### Data for this exercise

-*-*-

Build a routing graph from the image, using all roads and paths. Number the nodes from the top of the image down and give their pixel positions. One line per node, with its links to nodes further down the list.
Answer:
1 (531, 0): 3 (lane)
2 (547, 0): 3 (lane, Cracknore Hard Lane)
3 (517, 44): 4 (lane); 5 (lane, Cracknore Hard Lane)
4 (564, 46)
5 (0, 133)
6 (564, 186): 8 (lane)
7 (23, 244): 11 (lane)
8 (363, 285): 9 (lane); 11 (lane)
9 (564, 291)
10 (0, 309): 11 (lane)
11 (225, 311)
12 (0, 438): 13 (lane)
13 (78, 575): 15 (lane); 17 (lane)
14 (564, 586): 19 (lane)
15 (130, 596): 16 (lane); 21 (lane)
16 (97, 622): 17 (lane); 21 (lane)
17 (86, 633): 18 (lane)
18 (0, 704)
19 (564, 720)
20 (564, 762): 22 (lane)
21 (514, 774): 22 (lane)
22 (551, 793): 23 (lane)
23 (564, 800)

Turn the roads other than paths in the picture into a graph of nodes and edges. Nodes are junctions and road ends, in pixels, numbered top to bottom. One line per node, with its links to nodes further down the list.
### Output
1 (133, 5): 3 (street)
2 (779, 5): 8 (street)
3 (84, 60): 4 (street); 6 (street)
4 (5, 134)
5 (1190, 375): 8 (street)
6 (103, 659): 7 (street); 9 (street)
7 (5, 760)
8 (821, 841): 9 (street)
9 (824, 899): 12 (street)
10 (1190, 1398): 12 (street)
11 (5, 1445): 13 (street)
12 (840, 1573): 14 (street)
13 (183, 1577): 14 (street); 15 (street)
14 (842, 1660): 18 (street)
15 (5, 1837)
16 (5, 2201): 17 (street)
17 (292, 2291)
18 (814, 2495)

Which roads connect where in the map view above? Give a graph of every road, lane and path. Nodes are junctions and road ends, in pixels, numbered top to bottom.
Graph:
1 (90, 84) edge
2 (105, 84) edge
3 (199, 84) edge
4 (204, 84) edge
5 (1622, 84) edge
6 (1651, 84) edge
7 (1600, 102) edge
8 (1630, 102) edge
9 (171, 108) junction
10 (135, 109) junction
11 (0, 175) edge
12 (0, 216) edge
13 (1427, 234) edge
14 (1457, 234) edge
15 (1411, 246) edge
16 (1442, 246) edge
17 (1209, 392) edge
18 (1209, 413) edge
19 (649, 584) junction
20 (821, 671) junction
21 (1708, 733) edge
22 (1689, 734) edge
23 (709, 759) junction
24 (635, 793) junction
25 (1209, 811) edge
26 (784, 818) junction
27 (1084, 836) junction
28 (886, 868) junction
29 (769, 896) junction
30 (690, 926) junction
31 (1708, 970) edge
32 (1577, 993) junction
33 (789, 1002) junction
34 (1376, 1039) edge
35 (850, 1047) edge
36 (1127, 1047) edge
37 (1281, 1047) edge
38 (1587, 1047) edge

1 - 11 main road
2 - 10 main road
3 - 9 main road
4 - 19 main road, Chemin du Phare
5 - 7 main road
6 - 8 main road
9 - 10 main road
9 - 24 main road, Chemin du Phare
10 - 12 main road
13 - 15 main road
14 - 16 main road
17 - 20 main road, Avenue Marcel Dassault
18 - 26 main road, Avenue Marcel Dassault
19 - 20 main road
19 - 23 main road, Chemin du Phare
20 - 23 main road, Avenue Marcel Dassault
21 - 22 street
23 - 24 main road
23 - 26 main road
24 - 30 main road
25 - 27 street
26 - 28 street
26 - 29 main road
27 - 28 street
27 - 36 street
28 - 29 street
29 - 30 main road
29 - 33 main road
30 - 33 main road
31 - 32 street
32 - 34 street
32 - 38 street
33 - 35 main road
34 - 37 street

-*-*-

### Directions for this task
The answer should be the entries, given again without a single difference.

### Response area
Build a routing graph from the image, using all roads and paths. Number the nodes from the top of the image down and give their pixel positions. One line per node, with its links to nodes further down the list.
Answer:
1 (531, 0): 3 (lane)
2 (547, 0): 3 (lane, Cracknore Hard Lane)
3 (517, 44): 4 (lane); 5 (lane, Cracknore Hard Lane)
4 (564, 46)
5 (0, 133)
6 (564, 186): 8 (lane)
7 (23, 244): 11 (lane)
8 (363, 285): 9 (lane); 11 (lane)
9 (564, 291)
10 (0, 309): 11 (lane)
11 (225, 311)
12 (0, 438): 13 (lane)
13 (78, 575): 15 (lane); 17 (lane)
14 (564, 586): 19 (lane)
15 (130, 596): 16 (lane); 21 (lane)
16 (97, 622): 17 (lane); 21 (lane)
17 (86, 633): 18 (lane)
18 (0, 704)
19 (564, 720)
20 (564, 762): 22 (lane)
21 (514, 774): 22 (lane)
22 (551, 793): 23 (lane)
23 (564, 800)

Turn the roads other than paths in the picture into a graph of nodes and edges. Nodes are junctions and road ends, in pixels, numbered top to bottom. One line per node, with its links to nodes further down the list.
### Output
1 (133, 5): 3 (street)
2 (779, 5): 8 (street)
3 (84, 60): 4 (street); 6 (street)
4 (5, 134)
5 (1190, 375): 8 (street)
6 (103, 659): 7 (street); 9 (street)
7 (5, 760)
8 (821, 841): 9 (street)
9 (824, 899): 12 (street)
10 (1190, 1398): 12 (street)
11 (5, 1445): 13 (street)
12 (840, 1573): 14 (street)
13 (183, 1577): 14 (street); 15 (street)
14 (842, 1660): 18 (street)
15 (5, 1837)
16 (5, 2201): 17 (street)
17 (292, 2291)
18 (814, 2495)

Which roads connect where in the map view above? Give a graph of every road, lane and path. Nodes are junctions and road ends, in pixels, numbered top to bottom.
Graph:
1 (90, 84) edge
2 (105, 84) edge
3 (199, 84) edge
4 (204, 84) edge
5 (1622, 84) edge
6 (1651, 84) edge
7 (1600, 102) edge
8 (1630, 102) edge
9 (171, 108) junction
10 (135, 109) junction
11 (0, 175) edge
12 (0, 216) edge
13 (1427, 234) edge
14 (1457, 234) edge
15 (1411, 246) edge
16 (1442, 246) edge
17 (1209, 392) edge
18 (1209, 413) edge
19 (649, 584) junction
20 (821, 671) junction
21 (1708, 733) edge
22 (1689, 734) edge
23 (709, 759) junction
24 (635, 793) junction
25 (1209, 811) edge
26 (784, 818) junction
27 (1084, 836) junction
28 (886, 868) junction
29 (769, 896) junction
30 (690, 926) junction
31 (1708, 970) edge
32 (1577, 993) junction
33 (789, 1002) junction
34 (1376, 1039) edge
35 (850, 1047) edge
36 (1127, 1047) edge
37 (1281, 1047) edge
38 (1587, 1047) edge

1 - 11 main road
2 - 10 main road
3 - 9 main road
4 - 19 main road, Chemin du Phare
5 - 7 main road
6 - 8 main road
9 - 10 main road
9 - 24 main road, Chemin du Phare
10 - 12 main road
13 - 15 main road
14 - 16 main road
17 - 20 main road, Avenue Marcel Dassault
18 - 26 main road, Avenue Marcel Dassault
19 - 20 main road
19 - 23 main road, Chemin du Phare
20 - 23 main road, Avenue Marcel Dassault
21 - 22 street
23 - 24 main road
23 - 26 main road
24 - 30 main road
25 - 27 street
26 - 28 street
26 - 29 main road
27 - 28 street
27 - 36 street
28 - 29 street
29 - 30 main road
29 - 33 main road
30 - 33 main road
31 - 32 street
32 - 34 street
32 - 38 street
33 - 35 main road
34 - 37 street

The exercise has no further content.